Introduction

These three case studies illustrate, through three concrete examples, the operational value of digital simulation for a district heating network:

  • Finding where a network can expand without risk
  • Checking hydraulic safety margins before starting work
  • Optimising the start-up order of production plants

In each case, the goal is the same: turning a complex technical question into a clear, quantified and defensible decision.

1. Finding the spare power capacity available in a network

The context: an operator or local authority considering connecting new customers, or extending its network into a new district, needs to know — before making any financial commitment — whether the existing network can absorb this extra load, and above all where.

Digital simulation of the network calculates, for every pipe section, the relative spare capacity against its rated capacity.

Turns a qualitative question (« can the network be extended? ») into a quantified, area-by-area answer.

Avoids unnecessary investment: no need to reinforce a pipe that actually still has headroom.

Secures genuinely constrained areas, by pinpointing exactly where reinforcement is needed.

Speeds up decision-making: the capacity map becomes a direct discussion tool with local officials, developers or future customers.

Map of spare power capacity available on a district heating network
Figure 1: Visualisation of spare power capacity on a district heating network (demo — not an existing network) with Fluidit Heat software. The colour scale shows, in relative terms, where spare capacity is available in the network.

In short, this study makes it possible to answer, within hours, the question: where exactly can my network grow today, and where does it need reinforcing first?

2. Checking pressure margins before extending a PN16 network

The context: district heating pipework is rated for a maximum service pressure, commonly the PN16 (16 bar) standard. Before raising the setpoint pressure, adding a more powerful pump, or extending the network, it is essential to check that the maximum pressure reached anywhere in the network stays below this limit, with a sufficient safety margin.

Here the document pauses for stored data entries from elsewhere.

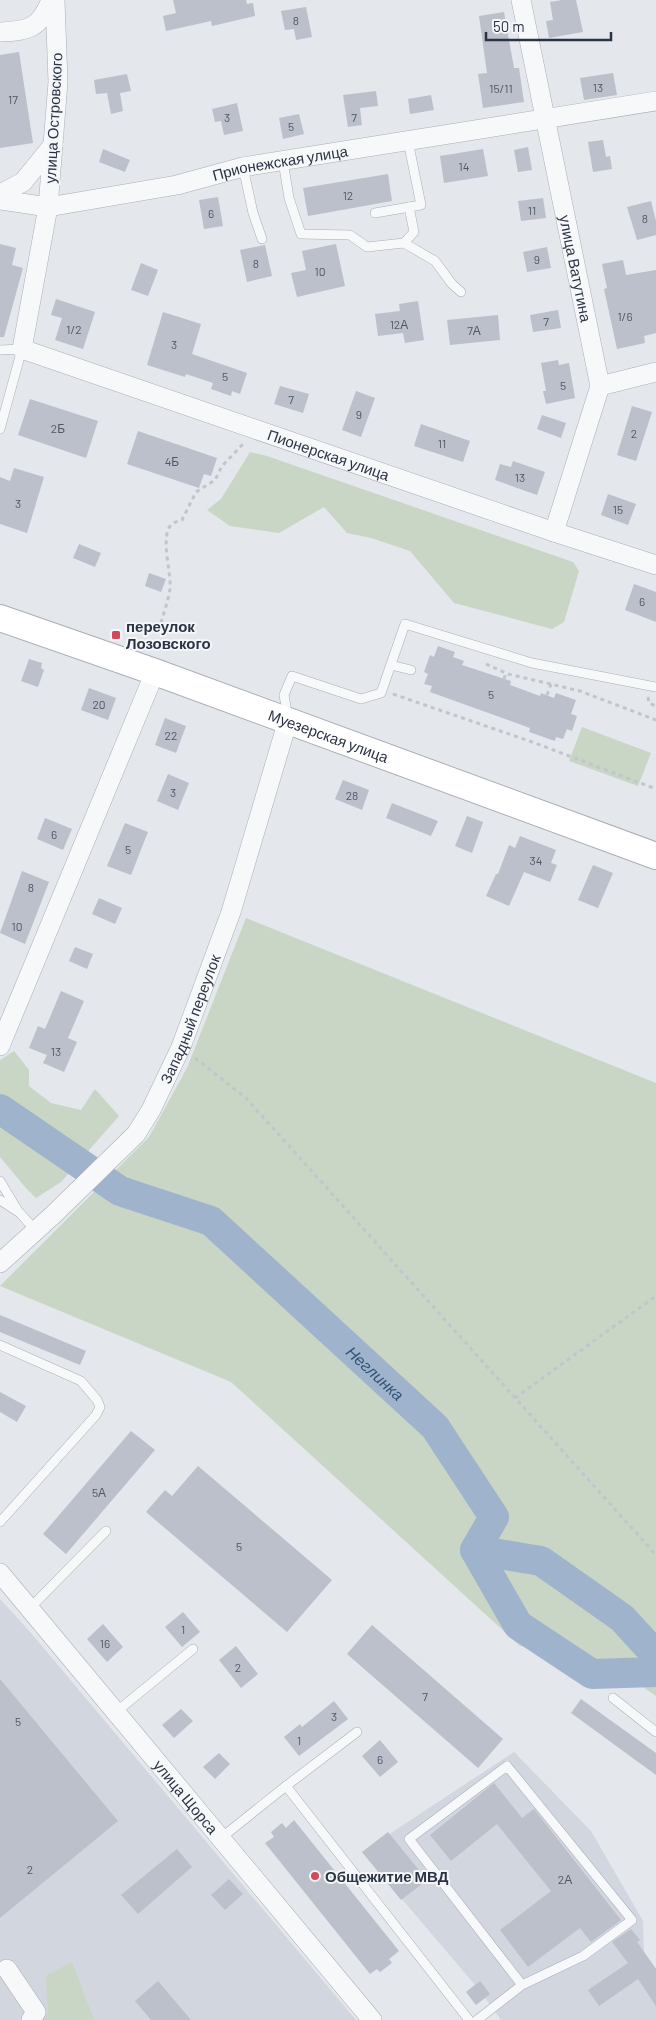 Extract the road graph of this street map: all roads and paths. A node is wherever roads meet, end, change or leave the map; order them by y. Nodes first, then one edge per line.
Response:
1 (51, 0) edge
2 (55, 0) edge
3 (521, 0) edge
4 (0, 32) edge
5 (656, 102) edge
6 (545, 119) junction
7 (408, 141) junction
8 (54, 145) junction
9 (283, 161) junction
10 (243, 168) junction
11 (0, 194) edge
12 (0, 200) edge
13 (48, 207) junction
14 (409, 207) junction
15 (375, 214) dead end
16 (262, 239) dead end
17 (404, 243) junction
18 (461, 292) dead end
19 (22, 349) junction
20 (0, 350) edge
21 (656, 372) edge
22 (600, 386) junction
23 (0, 430) edge
24 (256, 430) junction
25 (554, 532) junction
26 (656, 565) edge
27 (0, 618) edge
28 (161, 623) dead end
29 (480, 660) dead end
30 (391, 665) junction
31 (411, 670) dead end
32 (155, 672) junction
33 (506, 673) junction
34 (504, 679) dead end
35 (552, 684) junction
36 (656, 686) edge
37 (382, 690) junction
38 (547, 696) dead end
39 (288, 720) junction
40 (656, 720) edge
41 (656, 789) edge
42 (656, 856) edge
43 (0, 1046) edge
44 (181, 1047) junction
45 (0, 1181) edge
46 (0, 1200) edge
47 (20, 1213) junction
48 (35, 1230) junction
49 (0, 1263) edge
50 (656, 1296) edge
51 (0, 1345) edge
52 (515, 1398) junction
53 (0, 1522) edge
54 (106, 1530) dead end
55 (656, 1555) edge
56 (0, 1573) edge
57 (29, 1608) junction
58 (193, 1650) dead end
59 (613, 1698) dead end
60 (116, 1712) junction
61 (358, 1732) dead end
62 (656, 1732) edge
63 (286, 1786) junction
64 (221, 1838) junction
65 (7, 1969) dead end
66 (522, 1985) junction
67 (30, 2020) edge
68 (372, 2020) edge
69 (469, 2020) edge
70 (477, 2020) edge

1 - 4 street
2 - 8 street, улица Островского
3 - 6 street, улица Ватутина
5 - 6 street, Прионежская улица
6 - 7 street, Прионежская улица
6 - 22 street, улица Ватутина
7 - 9 street, Прионежская улица
7 - 14 lane
8 - 11 street
8 - 13 street, улица Островского
9 - 10 street, Прионежская улица
9 - 17 lane
10 - 13 street, Прионежская улица
10 - 16 lane
12 - 13 street, Прионежская улица
13 - 19 street
14 - 15 lane
14 - 17 lane
17 - 18 lane
19 - 20 lane, Пионерская улица
19 - 23 lane
19 - 24 street, Пионерская улица
21 - 22 street
22 - 25 street, улица Ватутина
24 - 25 street, Пионерская улица
24 - 28 path
25 - 26 street, Пионерская улица
27 - 32 main road, Муезерская улица
29 - 33 path
30 - 31 lane
30 - 36 lane
30 - 37 lane
32 - 39 main road, Муезерская улица
32 - 43 street
33 - 34 path
33 - 35 path
35 - 38 path
35 - 40 path
37 - 39 lane
37 - 41 path
39 - 42 main road, Муезерская улица
39 - 44 street, Западный переулок
44 - 48 street, Западный переулок
44 - 52 path
45 - 47 lane
46 - 47 lane
47 - 48 lane
48 - 49 street, Западный переулок
50 - 52 path
51 - 53 lane
52 - 55 path
54 - 57 lane
56 - 57 street, улица Щорса
57 - 60 street, улица Щорса
58 - 60 lane
59 - 62 lane
60 - 64 street, улица Щорса
61 - 63 lane
63 - 64 lane
63 - 69 lane
64 - 68 street, улица Щорса
65 - 67 street
66 - 66 lane
66 - 70 lane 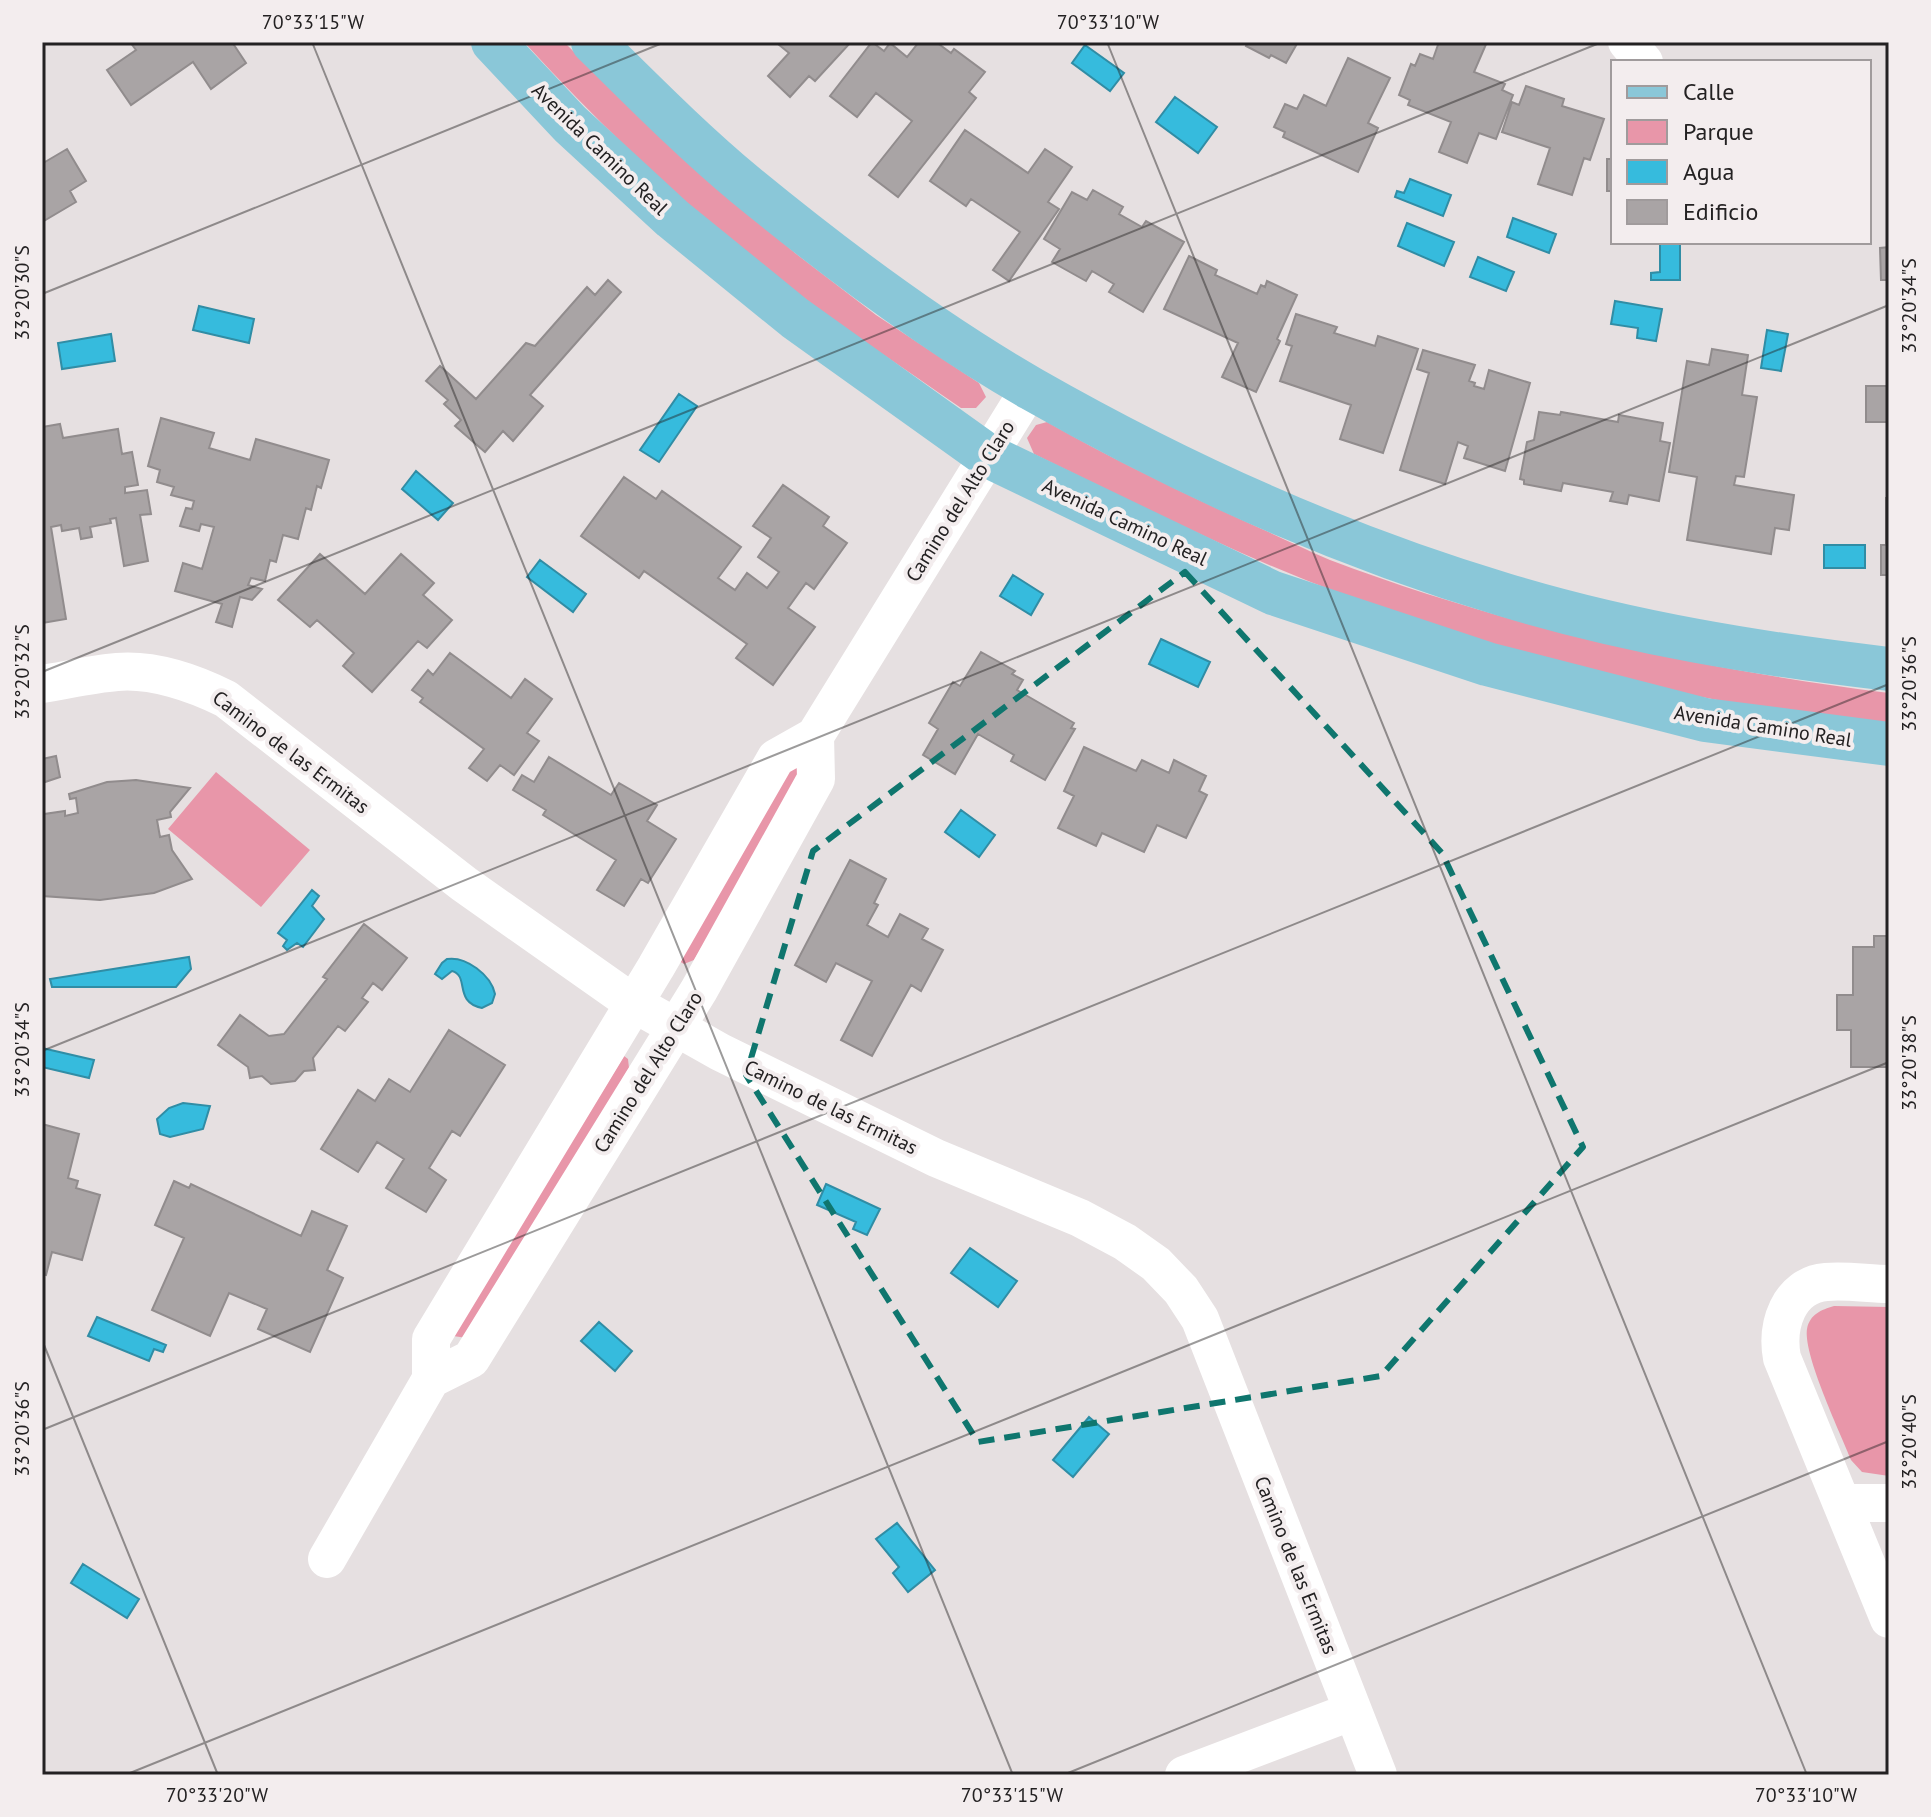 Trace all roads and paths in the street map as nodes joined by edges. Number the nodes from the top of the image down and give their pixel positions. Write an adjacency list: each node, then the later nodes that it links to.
1 (493, 42): 6 (main road, Avenida Camino Real)
2 (593, 42): 5 (main road)
3 (1627, 42): 4 (street)
4 (1642, 60)
5 (1030, 388): 6 (street, Camino del Alto Claro); 7 (main road)
6 (988, 456): 9 (street, Camino del Alto Claro); 10 (main road, Avenida Camino Real)
7 (1889, 669)
8 (42, 684): 11 (street, Camino de las Ermitas)
9 (815, 736): 11 (street, Camino del Alto Claro); 12 (street, Camino del Alto Claro)
10 (1889, 744)
11 (633, 1003): 12 (street, Camino de las Ermitas); 14 (street, Camino del Alto Claro)
12 (676, 1026): 14 (street, Camino del Alto Claro); 19 (street, Camino de las Ermitas)
13 (1889, 1284): 15 (street)
14 (431, 1379): 17 (street)
15 (1844, 1503): 16 (street); 18 (street)
16 (1889, 1503)
17 (327, 1559)
18 (1889, 1619)
19 (1353, 1711): 20 (street); 21 (street, Camino de las Ermitas)
20 (1184, 1775)
21 (1378, 1775)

Dynamic hydraulic simulation calculates pressure at every node of the network, under the most unfavourable operating conditions. In the example shown, the most stressed point reaches 7.1 bar, against a PN16 limit of 16 bar: a comfortable margin of 8.9 bar, allowing the network to be extended with no pipe replacement at all.

Avoids costly, unnecessary pipe replacement, by showing that the existing safety margin is sufficient.

Secures projects where the margin is insufficient, by identifying upfront which sections need reinforcing before work starts.

Provides a quantified technical justification, usable with a certification body, an insurer or a local authority.

Makes it possible to plan reinforcement needs several years ahead, by simulating different development scenarios.

Map of maximum service pressures on a PN16 district heating network
Figure 2: Map of maximum service pressures on the network, with detailed hydraulic data calculated at one point of the network. Maximum static pressure point identified: 7.1 bar — margin of 8.9 bar against the PN16 limit.

This study turns a regulatory and technical constraint into a decision-making tool: it clearly shows what is possible without any work, and what requires a targeted investment.

3. Optimising the start-up order of production plants (merit order)

The context: a multi-source district heating network generally has several production units with very different characteristics. Examples include: an energy-from-waste plant (incineration), a biomass boiler, and one or more gas boilers for backup and peak loads. The merit order question is about deciding, at every moment, which plant should be running, and in what order, to meet demand at the lowest cost while respecting the technical constraints of each unit.

Digital simulation makes it possible to test every cascade scenario and validate, for each one, its actual hydraulic feasibility on the network. In the example shown, the chosen cascade prioritises incineration up to its maximum output, then biomass as a complement, and finally gas, used only at peak times.

Maximises the share of renewable and recovered energy in the production mix, keeping gas for peaks only.

Minimises the network’s overall operating cost, by optimising the dispatch order based on marginal cost.

Ensures the chosen cascade is realistic and workable, hydraulically validated before it is put into practice.

Provides a basis for discussion with the awarding authorities on the network’s renewable energy share targets.

Optimised start-up cascade between incineration, biomass and gas
Figure 3: Optimised start-up cascade across three production sources (incineration, biomass, gas) as a function of total power demand from the network.

This study illustrates the complementarity between economic optimisation and technical validation: a merit order is only worth anything if it can actually be run on the ground, and that is exactly what simulation verifies.